··· Records supplied ···
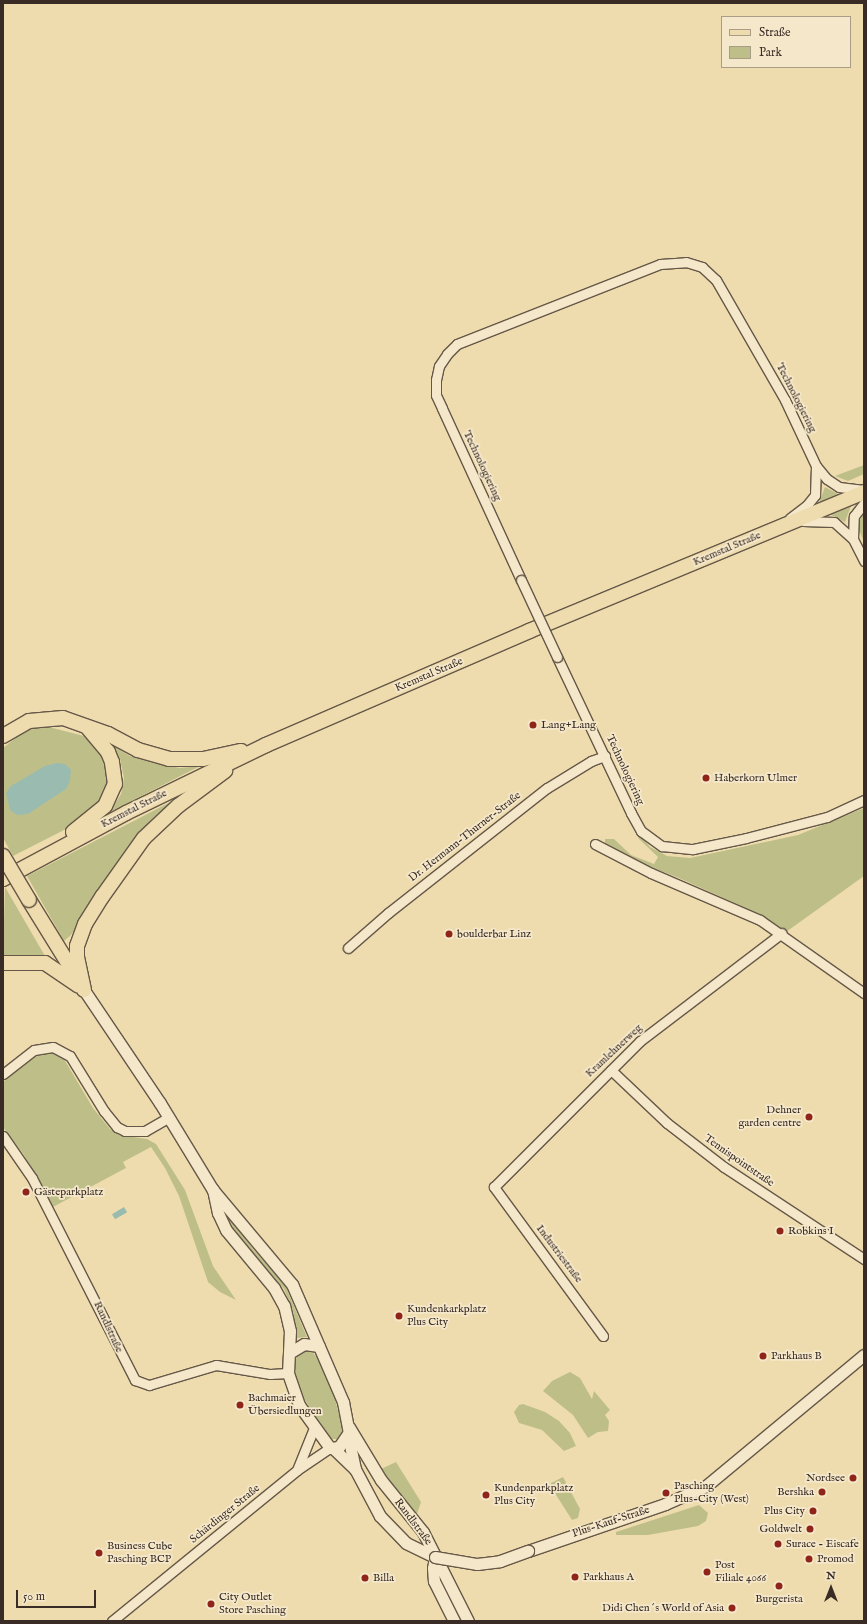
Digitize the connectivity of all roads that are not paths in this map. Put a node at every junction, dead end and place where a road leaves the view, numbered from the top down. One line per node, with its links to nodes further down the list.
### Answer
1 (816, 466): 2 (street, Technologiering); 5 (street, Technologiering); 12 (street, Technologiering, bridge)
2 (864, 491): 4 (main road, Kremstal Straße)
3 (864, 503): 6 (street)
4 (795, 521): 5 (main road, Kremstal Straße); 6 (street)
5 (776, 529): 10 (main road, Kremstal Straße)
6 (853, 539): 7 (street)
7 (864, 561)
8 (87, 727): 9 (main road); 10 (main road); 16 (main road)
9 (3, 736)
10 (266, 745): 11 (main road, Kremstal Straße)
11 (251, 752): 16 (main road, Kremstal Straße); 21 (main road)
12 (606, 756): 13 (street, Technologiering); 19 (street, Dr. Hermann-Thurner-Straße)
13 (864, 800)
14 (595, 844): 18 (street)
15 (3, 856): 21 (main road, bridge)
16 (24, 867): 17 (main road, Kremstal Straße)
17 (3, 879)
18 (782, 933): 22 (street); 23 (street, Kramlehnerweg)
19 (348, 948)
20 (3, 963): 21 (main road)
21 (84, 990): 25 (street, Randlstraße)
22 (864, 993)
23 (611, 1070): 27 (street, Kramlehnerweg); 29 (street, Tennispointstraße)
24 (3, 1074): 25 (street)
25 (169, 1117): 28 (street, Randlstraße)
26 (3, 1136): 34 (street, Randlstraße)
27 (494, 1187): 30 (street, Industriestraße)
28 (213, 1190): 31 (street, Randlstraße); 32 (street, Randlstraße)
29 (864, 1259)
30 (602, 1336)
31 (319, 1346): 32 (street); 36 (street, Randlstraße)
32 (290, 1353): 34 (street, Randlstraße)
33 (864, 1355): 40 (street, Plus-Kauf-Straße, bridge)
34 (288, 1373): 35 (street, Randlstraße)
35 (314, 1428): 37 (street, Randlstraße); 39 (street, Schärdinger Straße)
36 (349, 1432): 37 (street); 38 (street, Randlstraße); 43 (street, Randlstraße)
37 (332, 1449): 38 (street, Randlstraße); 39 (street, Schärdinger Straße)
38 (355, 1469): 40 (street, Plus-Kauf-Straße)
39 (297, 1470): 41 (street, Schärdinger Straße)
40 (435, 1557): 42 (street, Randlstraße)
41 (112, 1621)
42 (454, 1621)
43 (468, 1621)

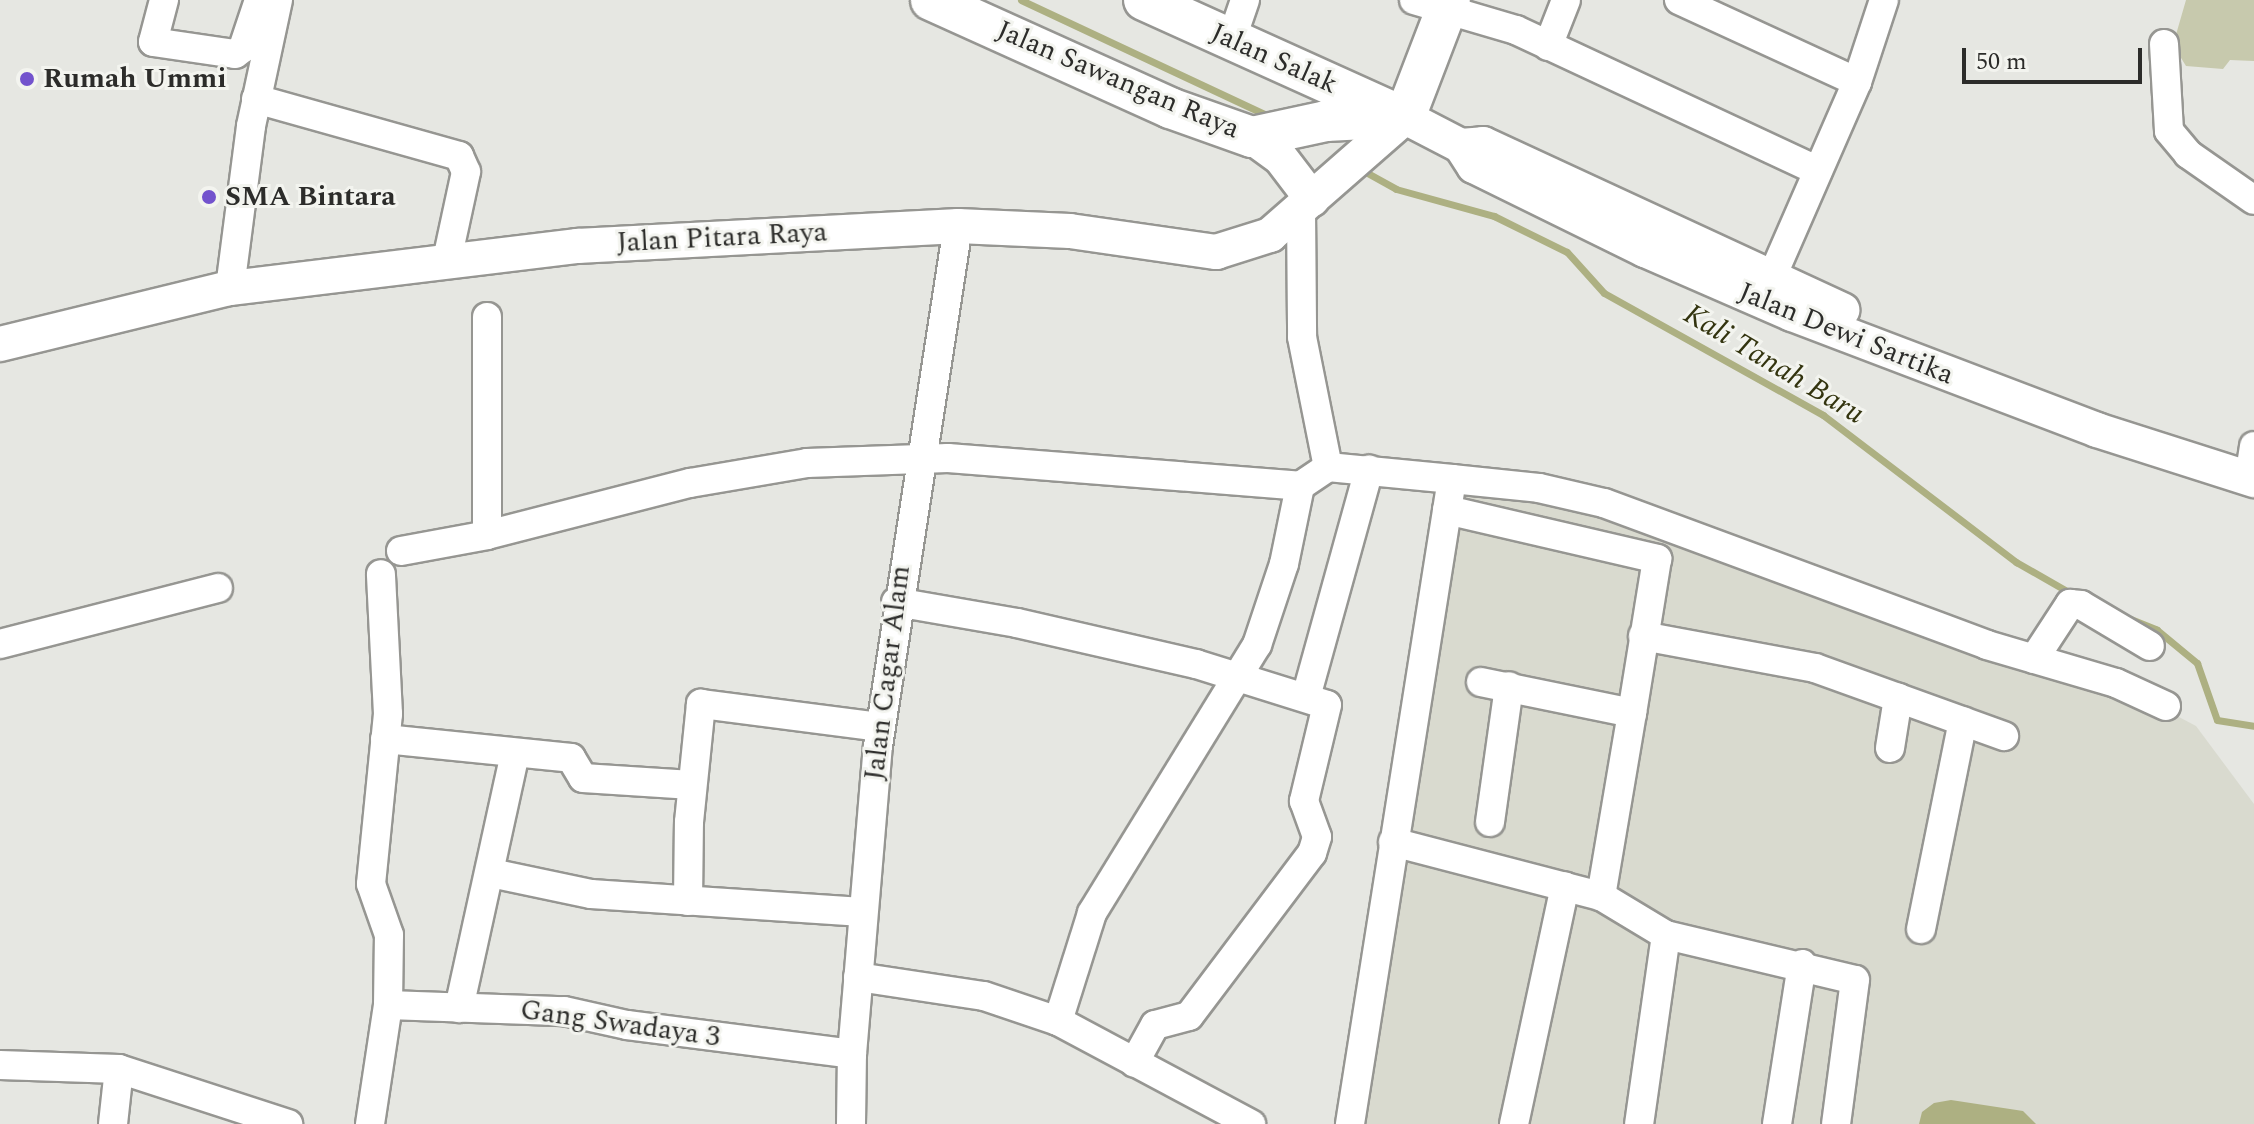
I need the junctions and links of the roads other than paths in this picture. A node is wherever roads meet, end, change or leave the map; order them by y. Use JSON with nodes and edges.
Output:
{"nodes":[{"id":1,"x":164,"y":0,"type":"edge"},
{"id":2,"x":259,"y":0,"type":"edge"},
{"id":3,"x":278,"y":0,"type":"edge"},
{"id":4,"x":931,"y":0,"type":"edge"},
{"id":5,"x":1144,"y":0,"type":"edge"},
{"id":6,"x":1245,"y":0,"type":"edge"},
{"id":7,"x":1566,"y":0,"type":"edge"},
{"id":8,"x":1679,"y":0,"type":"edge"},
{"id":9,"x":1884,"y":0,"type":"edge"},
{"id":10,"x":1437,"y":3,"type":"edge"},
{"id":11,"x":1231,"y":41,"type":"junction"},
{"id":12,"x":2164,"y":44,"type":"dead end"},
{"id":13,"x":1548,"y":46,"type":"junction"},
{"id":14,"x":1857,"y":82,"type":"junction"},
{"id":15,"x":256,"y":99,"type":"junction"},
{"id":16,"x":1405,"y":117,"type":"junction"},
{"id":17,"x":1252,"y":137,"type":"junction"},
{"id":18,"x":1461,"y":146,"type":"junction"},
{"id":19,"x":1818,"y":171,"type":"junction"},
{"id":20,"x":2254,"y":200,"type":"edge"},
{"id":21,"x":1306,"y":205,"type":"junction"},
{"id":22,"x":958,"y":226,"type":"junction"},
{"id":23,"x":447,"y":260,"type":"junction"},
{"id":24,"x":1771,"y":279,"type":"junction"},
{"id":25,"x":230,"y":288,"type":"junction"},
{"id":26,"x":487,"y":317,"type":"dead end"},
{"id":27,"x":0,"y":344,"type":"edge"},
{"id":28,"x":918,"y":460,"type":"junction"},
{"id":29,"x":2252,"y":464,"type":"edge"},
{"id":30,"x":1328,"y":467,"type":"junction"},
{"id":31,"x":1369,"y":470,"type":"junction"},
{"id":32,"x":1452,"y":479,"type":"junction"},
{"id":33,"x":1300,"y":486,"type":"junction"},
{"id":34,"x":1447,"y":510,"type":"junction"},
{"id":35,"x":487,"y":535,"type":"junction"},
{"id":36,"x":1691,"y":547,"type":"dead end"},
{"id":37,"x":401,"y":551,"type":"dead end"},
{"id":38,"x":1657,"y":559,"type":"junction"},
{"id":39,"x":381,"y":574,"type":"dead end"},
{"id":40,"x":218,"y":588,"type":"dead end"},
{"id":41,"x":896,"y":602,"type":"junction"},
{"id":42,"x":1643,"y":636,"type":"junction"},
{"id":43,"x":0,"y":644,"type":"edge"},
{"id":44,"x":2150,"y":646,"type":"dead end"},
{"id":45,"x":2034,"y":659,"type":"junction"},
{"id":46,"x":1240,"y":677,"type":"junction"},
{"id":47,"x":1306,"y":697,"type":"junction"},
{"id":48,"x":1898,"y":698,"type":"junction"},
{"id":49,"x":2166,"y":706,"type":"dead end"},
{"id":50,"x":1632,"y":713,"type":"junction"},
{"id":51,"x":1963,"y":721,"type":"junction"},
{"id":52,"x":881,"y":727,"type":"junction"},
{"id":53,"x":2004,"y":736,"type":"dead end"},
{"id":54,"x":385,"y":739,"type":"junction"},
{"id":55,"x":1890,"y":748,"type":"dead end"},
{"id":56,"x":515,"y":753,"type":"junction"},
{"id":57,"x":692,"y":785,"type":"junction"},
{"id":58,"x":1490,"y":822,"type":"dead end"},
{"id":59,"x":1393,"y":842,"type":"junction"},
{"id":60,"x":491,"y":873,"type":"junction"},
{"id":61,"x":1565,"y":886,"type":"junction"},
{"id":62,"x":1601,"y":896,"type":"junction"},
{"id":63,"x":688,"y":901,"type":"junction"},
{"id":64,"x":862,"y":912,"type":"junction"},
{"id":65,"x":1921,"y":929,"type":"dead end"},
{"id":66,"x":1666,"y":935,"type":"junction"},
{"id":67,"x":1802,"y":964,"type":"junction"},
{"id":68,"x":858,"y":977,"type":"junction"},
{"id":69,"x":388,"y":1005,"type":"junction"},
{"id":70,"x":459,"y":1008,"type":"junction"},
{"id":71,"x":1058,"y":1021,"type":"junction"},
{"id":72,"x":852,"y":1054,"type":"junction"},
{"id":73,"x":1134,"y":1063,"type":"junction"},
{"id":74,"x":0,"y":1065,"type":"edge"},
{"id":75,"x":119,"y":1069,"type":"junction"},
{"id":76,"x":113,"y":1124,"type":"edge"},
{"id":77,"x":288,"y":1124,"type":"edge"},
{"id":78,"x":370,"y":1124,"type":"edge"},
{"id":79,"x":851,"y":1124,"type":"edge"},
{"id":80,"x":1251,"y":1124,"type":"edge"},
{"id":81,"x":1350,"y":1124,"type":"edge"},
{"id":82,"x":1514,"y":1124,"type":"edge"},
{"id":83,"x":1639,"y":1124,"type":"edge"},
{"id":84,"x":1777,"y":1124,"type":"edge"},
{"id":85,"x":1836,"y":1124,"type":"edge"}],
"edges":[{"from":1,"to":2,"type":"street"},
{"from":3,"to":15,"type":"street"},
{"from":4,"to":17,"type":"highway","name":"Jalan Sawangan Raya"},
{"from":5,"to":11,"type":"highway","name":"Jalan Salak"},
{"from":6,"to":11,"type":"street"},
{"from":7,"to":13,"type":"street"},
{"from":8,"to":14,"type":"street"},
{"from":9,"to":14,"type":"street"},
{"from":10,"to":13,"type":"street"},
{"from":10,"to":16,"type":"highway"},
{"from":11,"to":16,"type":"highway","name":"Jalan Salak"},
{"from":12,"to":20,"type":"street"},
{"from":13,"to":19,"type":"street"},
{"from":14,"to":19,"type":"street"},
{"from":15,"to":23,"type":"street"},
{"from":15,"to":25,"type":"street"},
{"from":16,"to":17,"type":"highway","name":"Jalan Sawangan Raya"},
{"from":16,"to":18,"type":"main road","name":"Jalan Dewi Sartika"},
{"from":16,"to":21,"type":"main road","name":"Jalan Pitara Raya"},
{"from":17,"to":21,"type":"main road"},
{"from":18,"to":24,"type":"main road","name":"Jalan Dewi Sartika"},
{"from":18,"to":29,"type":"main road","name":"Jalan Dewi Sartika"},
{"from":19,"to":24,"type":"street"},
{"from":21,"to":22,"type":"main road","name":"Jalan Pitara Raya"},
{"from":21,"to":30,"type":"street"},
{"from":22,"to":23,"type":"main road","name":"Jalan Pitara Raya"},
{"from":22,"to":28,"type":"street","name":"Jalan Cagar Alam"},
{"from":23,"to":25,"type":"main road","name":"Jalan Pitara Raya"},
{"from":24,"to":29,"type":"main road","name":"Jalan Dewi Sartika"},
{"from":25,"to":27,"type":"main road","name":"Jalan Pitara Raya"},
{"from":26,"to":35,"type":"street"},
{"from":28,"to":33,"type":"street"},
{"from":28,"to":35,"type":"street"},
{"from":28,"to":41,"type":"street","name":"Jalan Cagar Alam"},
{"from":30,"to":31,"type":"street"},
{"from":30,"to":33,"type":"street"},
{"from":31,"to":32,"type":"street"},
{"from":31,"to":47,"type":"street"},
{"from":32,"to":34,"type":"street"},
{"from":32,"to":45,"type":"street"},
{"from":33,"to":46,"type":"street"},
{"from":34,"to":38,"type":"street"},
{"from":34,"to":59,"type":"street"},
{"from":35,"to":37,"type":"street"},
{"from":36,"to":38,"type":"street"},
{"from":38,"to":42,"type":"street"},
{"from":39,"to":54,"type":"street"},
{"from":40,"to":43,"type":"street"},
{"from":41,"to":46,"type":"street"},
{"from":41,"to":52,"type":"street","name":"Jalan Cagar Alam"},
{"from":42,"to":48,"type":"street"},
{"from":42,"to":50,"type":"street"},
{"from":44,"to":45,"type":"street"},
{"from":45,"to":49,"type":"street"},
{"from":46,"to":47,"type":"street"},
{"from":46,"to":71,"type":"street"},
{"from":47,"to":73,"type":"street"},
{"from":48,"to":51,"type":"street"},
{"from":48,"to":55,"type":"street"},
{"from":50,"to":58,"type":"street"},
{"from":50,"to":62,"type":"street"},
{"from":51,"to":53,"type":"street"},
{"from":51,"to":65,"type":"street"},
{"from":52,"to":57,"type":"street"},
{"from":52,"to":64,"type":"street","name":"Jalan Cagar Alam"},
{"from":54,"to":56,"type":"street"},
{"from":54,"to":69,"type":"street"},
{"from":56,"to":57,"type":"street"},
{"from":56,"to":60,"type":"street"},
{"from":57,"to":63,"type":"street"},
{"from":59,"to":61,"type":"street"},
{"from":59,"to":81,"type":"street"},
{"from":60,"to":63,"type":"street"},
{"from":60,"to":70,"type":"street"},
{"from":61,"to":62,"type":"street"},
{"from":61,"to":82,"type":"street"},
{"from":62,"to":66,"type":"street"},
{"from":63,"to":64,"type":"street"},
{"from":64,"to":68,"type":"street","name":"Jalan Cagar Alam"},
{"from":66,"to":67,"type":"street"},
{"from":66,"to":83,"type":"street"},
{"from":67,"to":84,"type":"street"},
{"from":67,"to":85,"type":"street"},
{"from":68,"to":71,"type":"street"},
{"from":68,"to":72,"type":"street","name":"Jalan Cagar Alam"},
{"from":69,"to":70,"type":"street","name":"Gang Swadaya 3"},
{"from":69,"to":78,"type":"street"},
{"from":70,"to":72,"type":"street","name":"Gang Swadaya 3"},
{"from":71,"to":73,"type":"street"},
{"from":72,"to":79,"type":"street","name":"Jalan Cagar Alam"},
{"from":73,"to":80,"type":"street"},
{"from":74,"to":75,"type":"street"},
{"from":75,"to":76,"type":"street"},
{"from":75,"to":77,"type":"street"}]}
···
__Work task__
Look through the data above. Find each line with the string "Sawangan" and copy it.

__Output__
{"from":4,"to":17,"type":"highway","name":"Jalan Sawangan Raya"},
{"from":16,"to":17,"type":"highway","name":"Jalan Sawangan Raya"},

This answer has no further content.